Kemi Badenoch is not well known for her political cunning. Her leadership of the Conservatives has been marked by accusations of intransigence and bluntness, often to her detriment, and an apparent indifference to the dark arts of party management. But this morning, she did something unexpected: she played politics, and played it rather well.

By sacking Robert Jenrick from the Shadow Cabinet, removing the Tory whip, and suspending his party membership before he could defect to Reform UK, Badenoch has transformed what could have been a catastrophic news day into a display of decisive leadership. The timing was no accident. Reform has a press conference scheduled for later this afternoon, and Westminster had been bracing for a major announcement.

Consider what a Jenrick defection on his own terms would have meant. Here was a man who came within touching distance of the Tory leadership just over a year ago, who has been openly touted as Badenoch’s most likely successor, and who represents one of the brightest hopes of the Conservative Right.
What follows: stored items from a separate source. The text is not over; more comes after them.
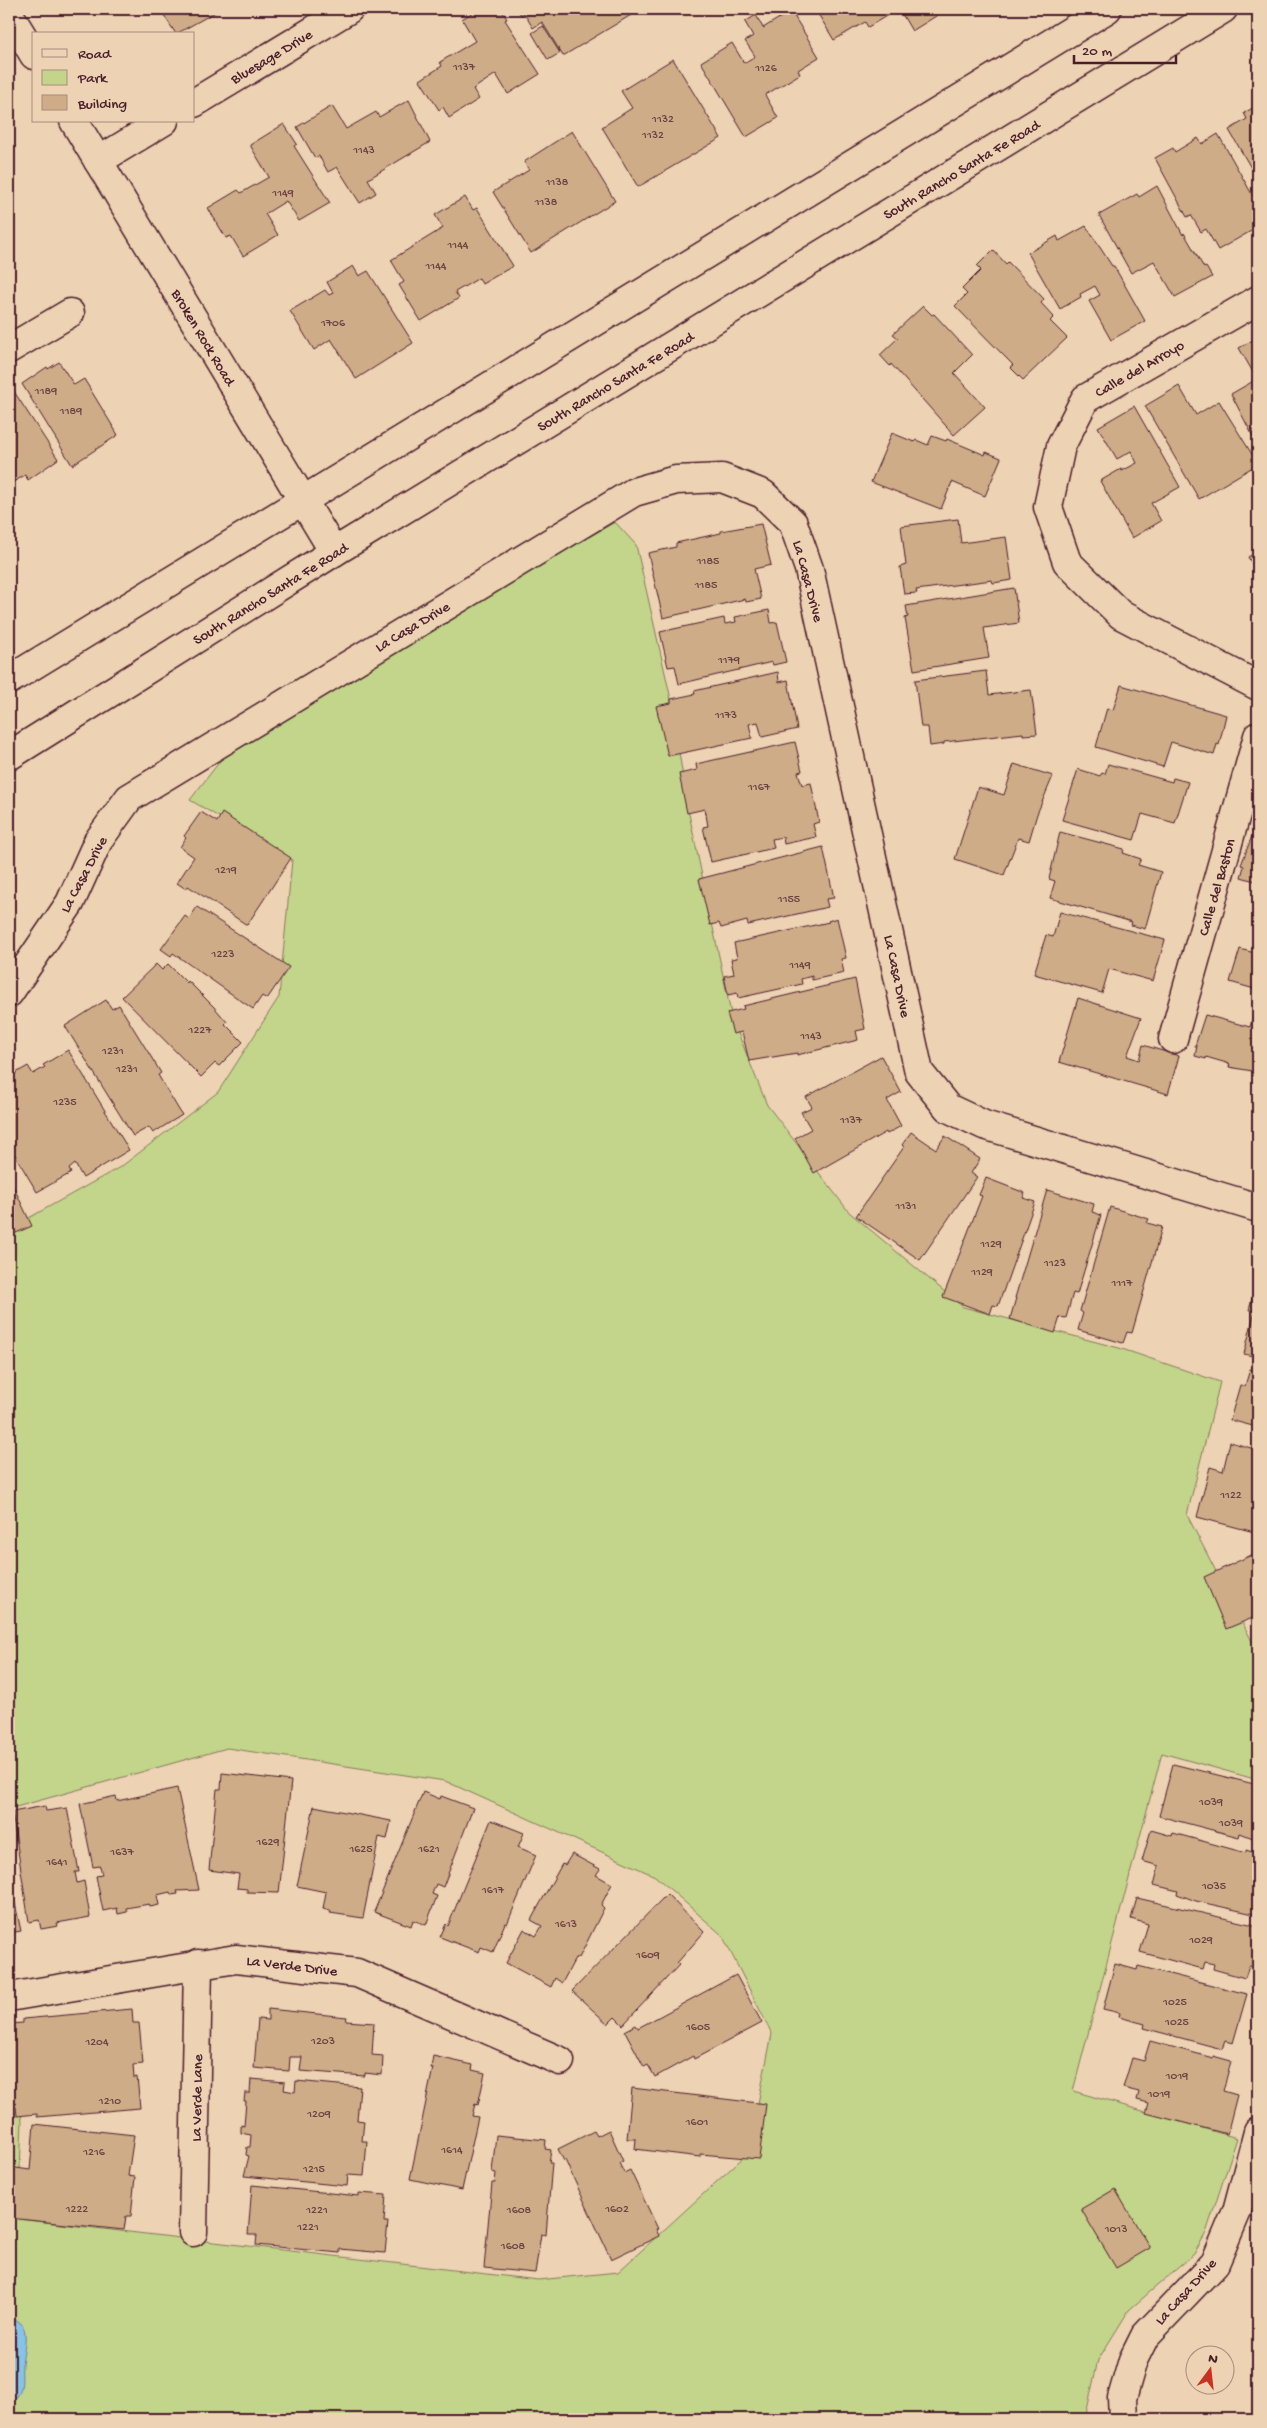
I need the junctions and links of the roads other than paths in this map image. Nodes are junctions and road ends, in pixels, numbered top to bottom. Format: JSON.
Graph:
{"nodes":[{"id":1,"x":349,"y":9,"type":"edge"},
{"id":2,"x":1107,"y":9,"type":"edge"},
{"id":3,"x":1223,"y":9,"type":"edge"},
{"id":4,"x":9,"y":14,"type":"edge"},
{"id":5,"x":32,"y":52,"type":"edge"},
{"id":6,"x":195,"y":102,"type":"edge"},
{"id":7,"x":75,"y":122,"type":"edge"},
{"id":8,"x":162,"y":122,"type":"edge"},
{"id":9,"x":98,"y":161,"type":"junction"},
{"id":10,"x":1258,"y":300,"type":"edge"},
{"id":11,"x":70,"y":313,"type":"dead end"},
{"id":12,"x":9,"y":349,"type":"edge"},
{"id":13,"x":302,"y":499,"type":"junction"},
{"id":14,"x":334,"y":552,"type":"junction"},
{"id":15,"x":9,"y":680,"type":"edge"},
{"id":16,"x":1258,"y":686,"type":"edge"},
{"id":17,"x":1258,"y":736,"type":"edge"},
{"id":18,"x":9,"y":756,"type":"edge"},
{"id":19,"x":9,"y":993,"type":"edge"},
{"id":20,"x":1174,"y":1039,"type":"dead end"},
{"id":21,"x":1258,"y":1208,"type":"edge"},
{"id":22,"x":198,"y":1964,"type":"junction"},
{"id":23,"x":9,"y":1996,"type":"edge"},
{"id":24,"x":560,"y":2061,"type":"dead end"},
{"id":25,"x":1258,"y":2132,"type":"edge"},
{"id":26,"x":194,"y":2232,"type":"dead end"},
{"id":27,"x":1123,"y":2419,"type":"edge"}],
"edges":[{"from":1,"to":6,"type":"street","name":"Bluesage Drive"},
{"from":2,"to":13,"type":"street"},
{"from":3,"to":14,"type":"street","name":"South Rancho Santa Fe Road"},
{"from":4,"to":5,"type":"street"},
{"from":7,"to":9,"type":"street","name":"Broken Rock Road"},
{"from":8,"to":9,"type":"street"},
{"from":9,"to":13,"type":"street","name":"Broken Rock Road"},
{"from":10,"to":16,"type":"street","name":"Calle del Arroyo"},
{"from":11,"to":12,"type":"street"},
{"from":13,"to":14,"type":"street","name":"Broken Rock Road"},
{"from":13,"to":15,"type":"street"},
{"from":14,"to":18,"type":"street","name":"South Rancho Santa Fe Road"},
{"from":17,"to":20,"type":"street","name":"Calle del Baston"},
{"from":19,"to":21,"type":"street","name":"La Casa Drive"},
{"from":22,"to":23,"type":"street","name":"La Verde Drive"},
{"from":22,"to":24,"type":"street","name":"La Verde Drive"},
{"from":22,"to":26,"type":"street","name":"La Verde Lane"},
{"from":25,"to":27,"type":"street","name":"La Casa Drive"}]}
His departure to Nigel Farage’s party would have been front-page news for days. It would have invited inevitable questions about whether the Tories have any future at all. And it would have likely encouraged others in Jenrick’s orbit to follow.

Instead, the story today is about Badenoch’s decisiveness. She claims to have been presented with “clear, irrefutable evidence” of Jenrick’s plotting — evidence, crucially, that he was planning his defection “in a way designed to be as damaging as possible” to his colleagues. Whether or not we ever see this evidence, the way Badenoch presented it matters. Jenrick, rather than being a principled man of conviction, now looks like a schemer caught red-handed.
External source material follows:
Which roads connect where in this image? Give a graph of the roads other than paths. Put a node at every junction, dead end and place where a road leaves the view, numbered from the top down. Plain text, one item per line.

This puts Jenrick in an impossible position. If he goes ahead and defects to Reform, he merely confirms what Badenoch has already told the world. The impact of it is blunted. He walks into Farage’s party looking like damaged goods, a man who had to be pushed rather than one who chose to jump. And if he decides not to defect, perhaps realising the moment has been ruined, he is left as a neutered backbencher without the whip, his leadership ambitions in ruins, his reputation for political judgement shattered.
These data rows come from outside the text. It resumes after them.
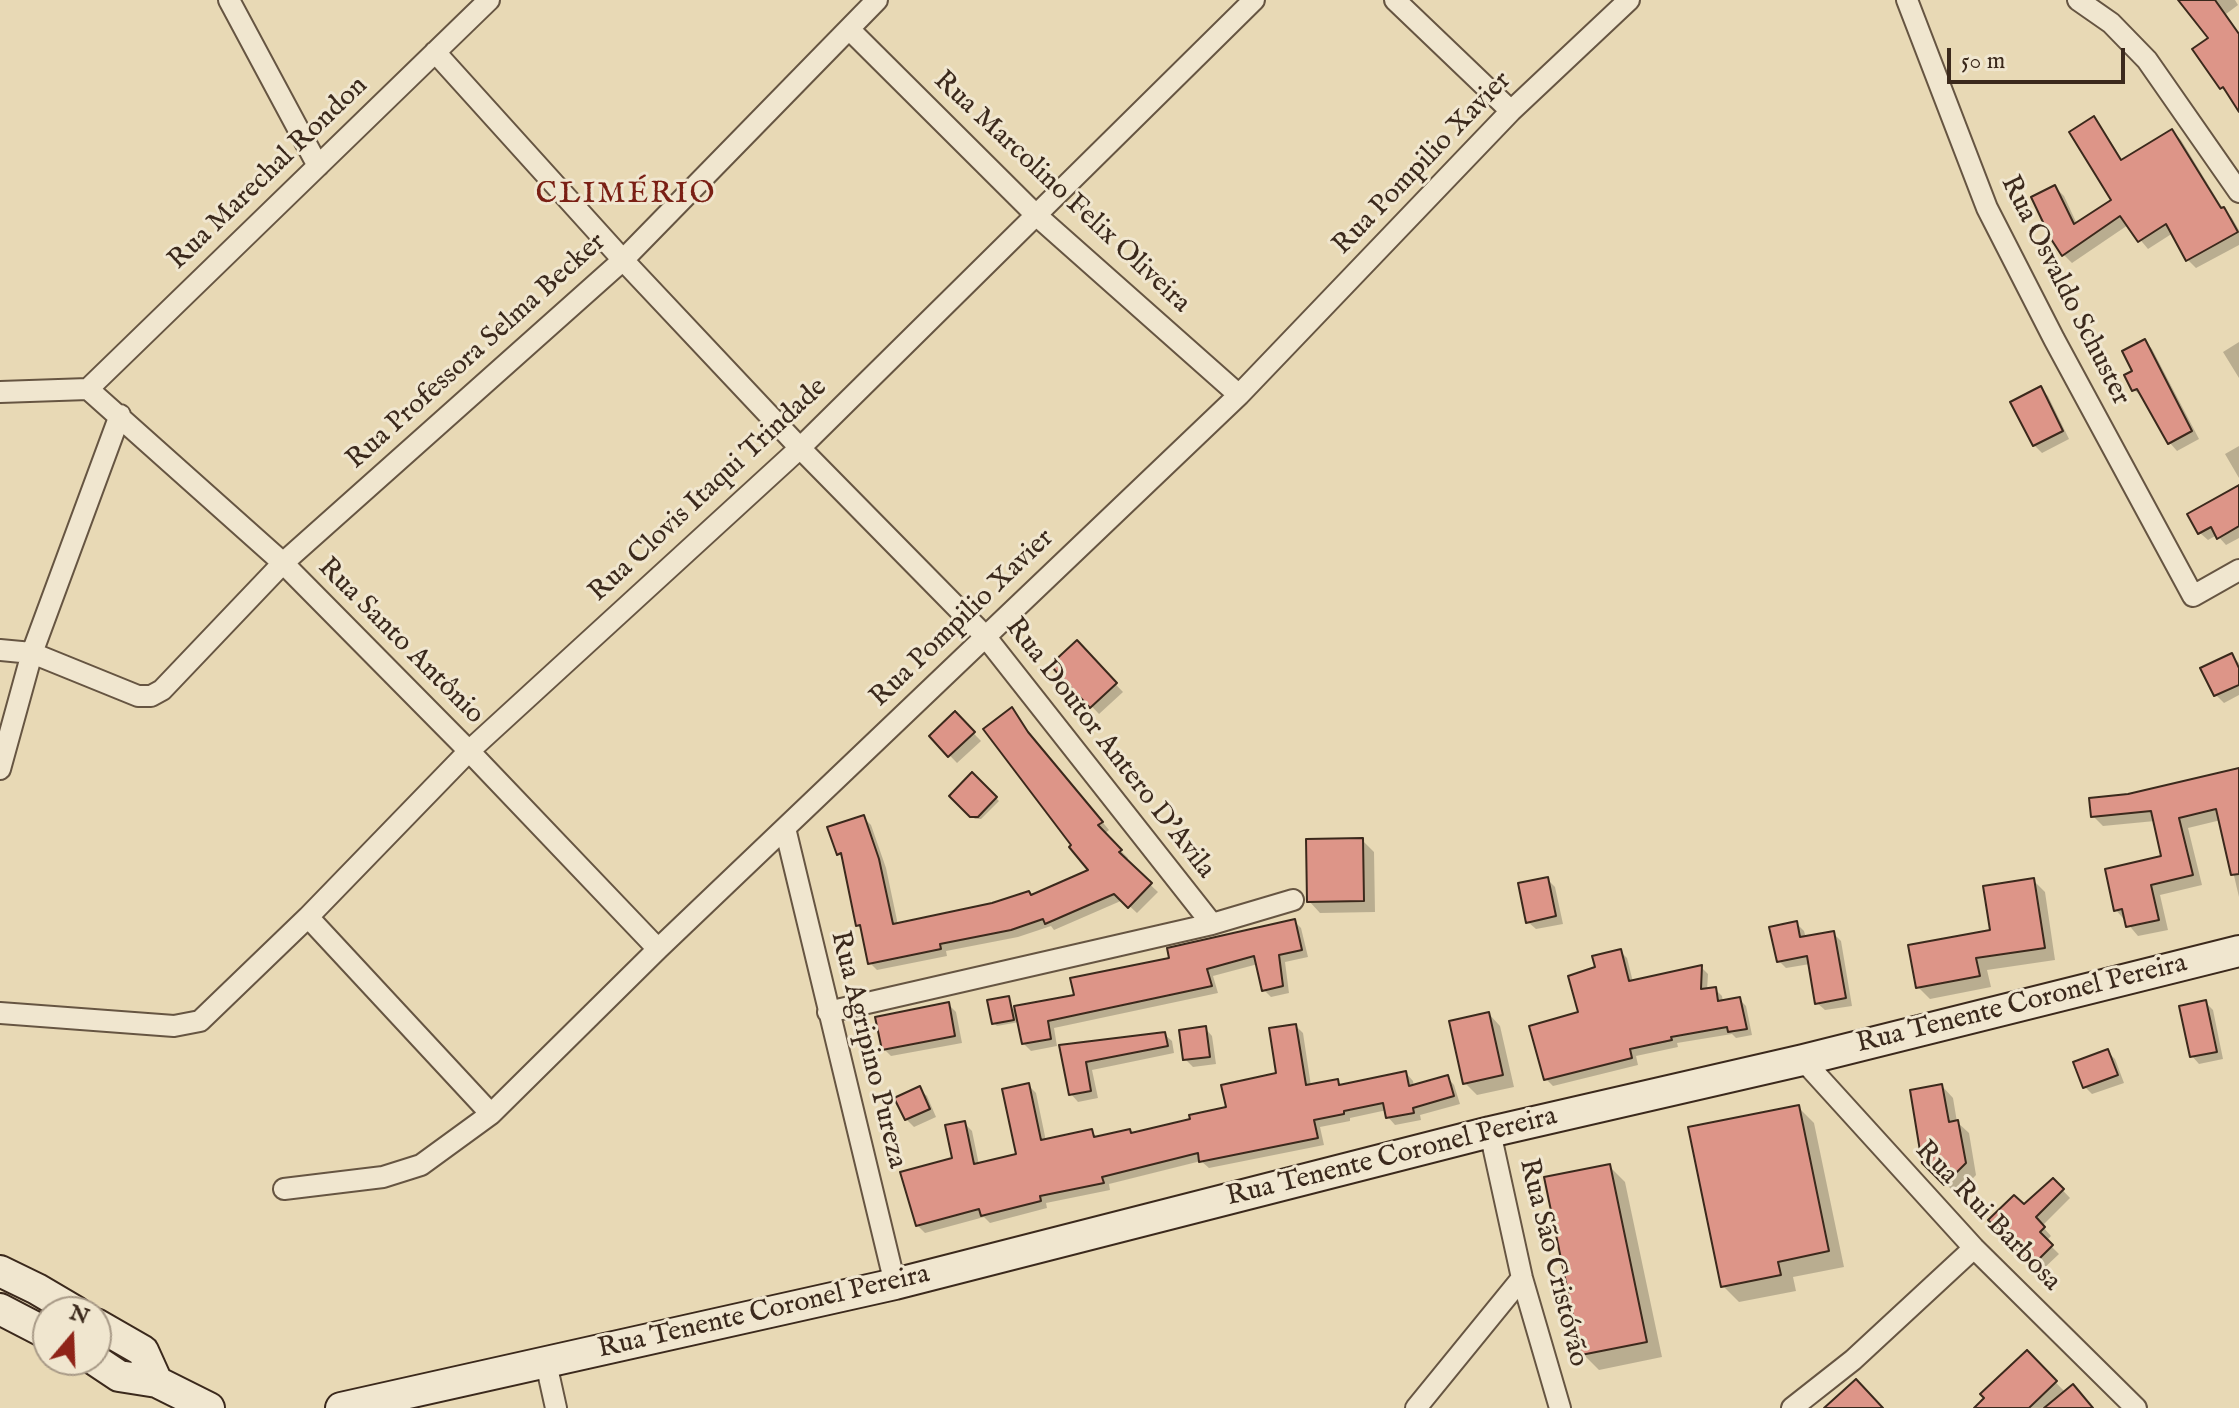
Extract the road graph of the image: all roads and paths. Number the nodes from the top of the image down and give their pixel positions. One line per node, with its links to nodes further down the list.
1 (229, 0): 12 (street)
2 (489, 0): 10 (street, Rua Marechal Rondon)
3 (877, 0): 9 (street, Rua Professora Selma Becker)
4 (1254, 0): 14 (street, Rua Clovis Itaqui Trindade)
5 (1395, 0): 11 (street)
6 (1629, 0): 11 (street, Rua Pompilio Xavier)
7 (1907, 0): 22 (street, Rua Osvaldo Schuster)
8 (2078, 0): 13 (street)
9 (849, 29): 14 (street, Rua Marcolino Felix Oliveira); 15 (street, Rua Professora Selma Becker)
10 (435, 52): 12 (street, Rua Marechal Rondon); 15 (street, Rua Doutor Antero D'Avila)
11 (1511, 111): 18 (street, Rua Pompilio Xavier)
12 (318, 166): 16 (street, Rua Marechal Rondon)
13 (2239, 192)
14 (1036, 215): 18 (street, Rua Marcolino Felix Oliveira); 20 (street, Rua Clovis Itaqui Trindade)
15 (623, 260): 20 (street, Rua Doutor Antero D'Avila); 21 (street, Rua Professora Selma Becker)
16 (88, 389): 17 (street); 19 (street, Rua Santo Antônio)
17 (0, 392)
18 (1239, 395): 23 (street, Rua Pompilio Xavier)
19 (120, 415): 21 (street, Rua Santo Antônio); 25 (street)
20 (800, 448): 23 (street, Rua Doutor Antero D'Avila); 26 (street, Rua Clovis Itaqui Trindade)
21 (283, 563): 25 (street, Rua Professora Selma Becker); 26 (street, Rua Santo Antônio)
22 (2239, 570)
23 (985, 636): 28 (street, Rua Pompilio Xavier); 31 (street, Rua Doutor Antero D'Avila)
24 (0, 650): 25 (street)
25 (32, 653): 27 (street)
26 (469, 751): 30 (street, Rua Clovis Itaqui Trindade); 32 (street, Rua Santo Antônio)
27 (0, 769)
28 (785, 828): 32 (street, Rua Pompilio Xavier); 34 (street, Rua Agripino Pureza)
29 (1293, 900): 31 (street, Rua Doutor Antero D'Avila)
30 (308, 917): 35 (street, Rua Clovis Itaqui Trindade); 37 (street)
31 (1212, 924): 34 (street, Rua Doutor Antero D'Avila)
32 (658, 949): 37 (street, Rua Pompilio Xavier)
33 (2239, 951): 36 (main road, Rua Tenente Coronel Pereira)
34 (828, 1012): 43 (street, Rua Agripino Pureza)
35 (0, 1013)
36 (1803, 1060): 38 (main road, Rua Tenente Coronel Pereira); 40 (street, Rua Rui Barbosa)
37 (491, 1114): 39 (street, Rua Pompilio Xavier)
38 (1490, 1132): 42 (street, Rua São Cristóvão); 43 (main road, Rua Tenente Coronel Pereira)
39 (284, 1189)
40 (1974, 1248): 56 (street); 57 (street, Rua Rui Barbosa)
41 (0, 1271): 44 (main road)
42 (1522, 1278): 54 (street); 55 (street, Rua São Cristóvão)
43 (895, 1284): 48 (main road, Rua Tenente Coronel Pereira)
44 (49, 1296)
45 (0, 1309): 46 (main road)
46 (32, 1326)
47 (112, 1333): 50 (main road)
48 (546, 1363): 52 (main road, Rua Tenente Coronel Pereira); 53 (street)
49 (112, 1371): 50 (main road)
50 (157, 1382): 51 (main road)
51 (209, 1408)
52 (341, 1408)
53 (556, 1408)
54 (1416, 1408)
55 (1560, 1408)
56 (1792, 1408)
57 (2136, 1408)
In all of this, Farage’s response was telling. Asked about Jenrick at a press conference in Scotland this morning, he was uncharacteristically cautious, admitting to “conversations” but denying any imminent agreement.

None of this solves Badenoch’s longer-term problems. The Conservative Party remains behind Reform in the polls; the local elections in May are set to produce a grim set of results; the drip-drip of defections continues. But politics is often about surviving to fight another day, and Badenoch has just demonstrated that she is not prepared to be a passive victim of events. She saw a threat coming, and she neutralised it. For a leader whose critics have questioned whether she has the ruthlessness required for the top job, this morning’s manoeuvre was a useful corrective. Badenoch, it turns out, can bite.


Loïc Frémond advises venture capital firms on government relations.